#### [Stored data]
*-*-*

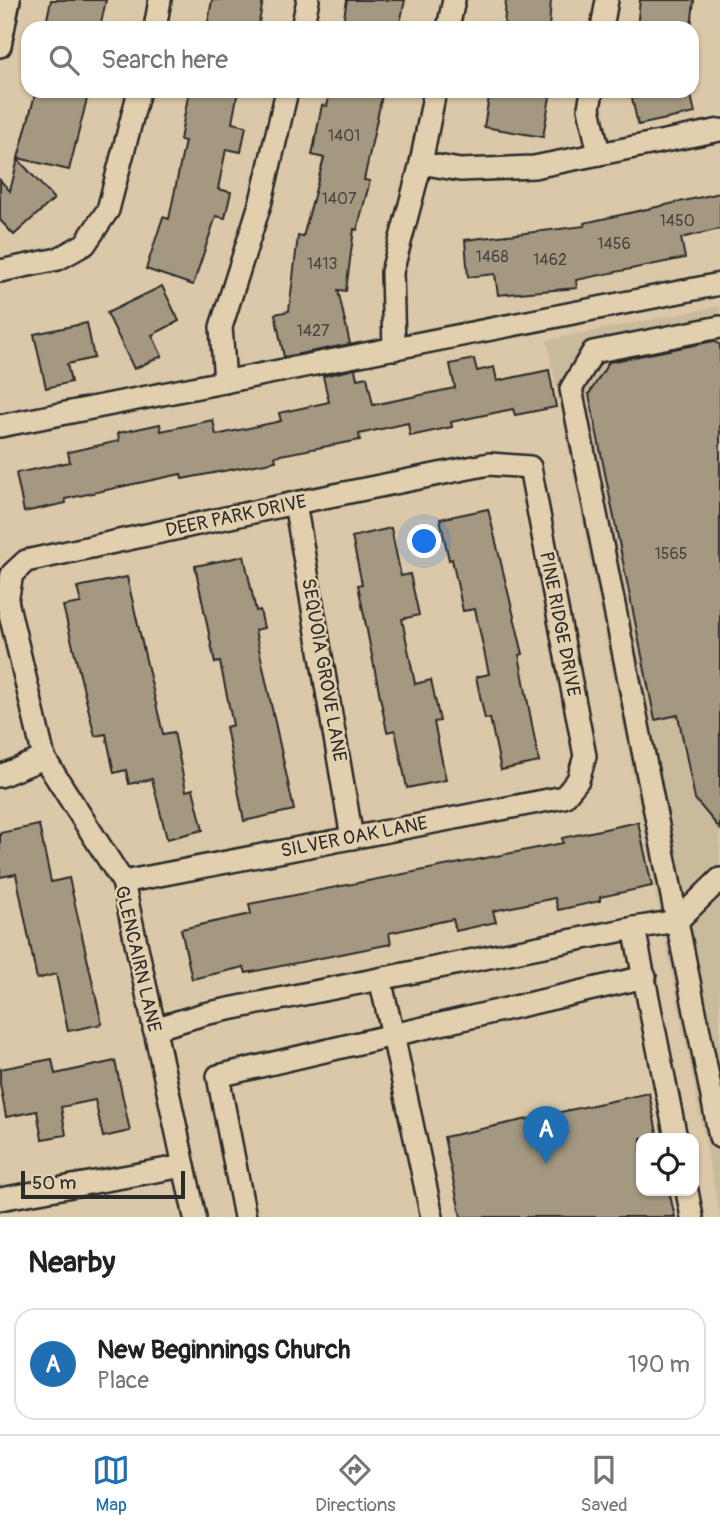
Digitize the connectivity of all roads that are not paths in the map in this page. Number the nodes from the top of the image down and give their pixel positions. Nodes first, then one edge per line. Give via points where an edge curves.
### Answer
1 (9, 0) edge
2 (160, 0) edge
3 (308, 0) edge
4 (454, 0) edge
5 (607, 0) edge
6 (156, 21) edge
7 (304, 21) edge
8 (450, 21) edge
9 (603, 21) edge
10 (0, 46) edge
11 (137, 98) edge
12 (285, 98) edge
13 (435, 98) edge
14 (591, 98) edge
15 (720, 130) edge
16 (599, 154) junction
17 (421, 163) junction
18 (0, 271) edge
19 (720, 284) edge
20 (720, 327) edge
21 (394, 349) junction
22 (225, 382) junction
23 (0, 426) edge
24 (530, 467) joint
25 (295, 503) junction
26 (26, 561) joint
27 (44, 758) junction
28 (0, 776) edge
29 (578, 780) joint
30 (352, 838) junction
31 (720, 879) edge
32 (123, 882) junction
33 (677, 921) junction
34 (634, 928) junction
35 (645, 977) junction
36 (380, 979) junction
37 (155, 1029) junction
38 (393, 1035) junction
39 (675, 1133) edge
40 (720, 1137) edge
41 (184, 1166) junction
42 (688, 1196) edge
43 (0, 1199) edge
44 (195, 1217) edge
45 (245, 1217) edge
46 (432, 1217) edge
47 (692, 1217) edge

1 - 10 street
2 - 6 street
3 - 7 street
4 - 8 street
5 - 9 street
11 - 18 street via 108,210 85,244 58,259
12 - 22 street via 261,201 221,327
13 - 17 street
14 - 16 street
15 - 16 street
16 - 17 street via 534,167 460,170
17 - 21 street via 392,272
19 - 21 street
20 - 33 street via 593,352 571,389
21 - 22 street
22 - 23 street
24 - 25 street, DEER PARK DRIVE via 489,464
24 - 29 street, PINE RIDGE DRIVE via 585,756
25 - 26 street, DEER PARK DRIVE
25 - 30 street, SEQUOIA GROVE LANE
26 - 27 street, GLENCAIRN LANE via 12,574 6,601
27 - 28 street
27 - 32 street, GLENCAIRN LANE
29 - 30 street, SILVER OAK LANE via 565,797
30 - 32 street, SILVER OAK LANE
31 - 33 street
32 - 37 street, GLENCAIRN LANE
33 - 34 street
33 - 40 street
34 - 35 street
34 - 36 street
35 - 38 street
35 - 39 street
36 - 37 street via 204,1014
36 - 38 street
37 - 41 street, GLENCAIRN LANE
38 - 45 street via 218,1076
38 - 46 street
41 - 43 street
41 - 44 street, GLENCAIRN LANE
42 - 47 street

*-*-*

#### [DIRECTIONS]
Across the records above, count the lines holding "joint" and write down only that count.

#### [EXERCISE RESPONSE]
3